It is clear that none of these things are actually past: Jesus only overcomes the world in his death and resurrection; his work is only finished in the cry of completion from the cross (John 19.30); the disciples clearly do not yet understand, and have not yet believed until later in chapter 20; and Jesus is still in the world!

This kind of folding over of narrative time has been a feature of the Fourth Gospel earlier in the story, so that we are introduced to Lazarus, Mary and Martha by means of an event (the anointing of Jesus) that has not actually yet been related (John 11.2). But this effect has been intensified as we approach the Farewell Discourse, so that in John 12.23 we read that ‘the hour has now come’, we hear language that belongs in Gethsemane (‘My soul is troubled’ John 12.27), and Jesus declares that ‘the ruler of this world has been cast out’ (John 12.31—compare Rev 12.9–10, using a cognate verb).

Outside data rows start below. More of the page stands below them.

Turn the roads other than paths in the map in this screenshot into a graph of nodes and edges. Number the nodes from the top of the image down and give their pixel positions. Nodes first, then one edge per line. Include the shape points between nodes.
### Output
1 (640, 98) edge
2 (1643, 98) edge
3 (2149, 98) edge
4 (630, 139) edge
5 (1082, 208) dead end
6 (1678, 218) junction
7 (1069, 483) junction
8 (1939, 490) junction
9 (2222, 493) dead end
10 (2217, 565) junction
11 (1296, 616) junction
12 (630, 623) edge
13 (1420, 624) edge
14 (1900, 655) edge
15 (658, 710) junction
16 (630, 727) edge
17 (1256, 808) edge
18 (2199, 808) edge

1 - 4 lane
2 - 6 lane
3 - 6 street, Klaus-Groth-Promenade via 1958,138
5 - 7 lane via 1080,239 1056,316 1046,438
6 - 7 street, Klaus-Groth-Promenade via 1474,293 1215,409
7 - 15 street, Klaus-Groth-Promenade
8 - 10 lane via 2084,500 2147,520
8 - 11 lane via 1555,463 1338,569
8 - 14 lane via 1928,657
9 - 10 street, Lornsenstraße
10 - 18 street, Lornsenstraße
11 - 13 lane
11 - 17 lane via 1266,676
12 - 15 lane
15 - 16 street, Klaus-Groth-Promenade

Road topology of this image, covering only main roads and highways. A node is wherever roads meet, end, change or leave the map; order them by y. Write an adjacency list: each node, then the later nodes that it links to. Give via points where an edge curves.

There is a sense in which this makes the gospel easier to read for us, reading from the future and knowing how the story unfolds (the gospel appears to assume that we have already read Mark). But it creates a strange narrative dynamic, where Jesus, in contrast to the other characters, is all-knowing, and operates with a different sense of time. Mark Stibbe (John: Readings Commentary 1993) comments:

We are confronted again with a frequent paradox of the farewell discourses: the remembrance of things hoped for…

Throughout John, there is a powerful sense of the presence of the eschatological future. Though the last day is still anticipated as a future event, many of the characteristics of that future day (resurrection of the dead, judgement, the giving of eternal life) are dispensed to a needy humanity in and through the ministry of Jesus. The realities of God’s tomorrow are present in the today of Jesus’ life…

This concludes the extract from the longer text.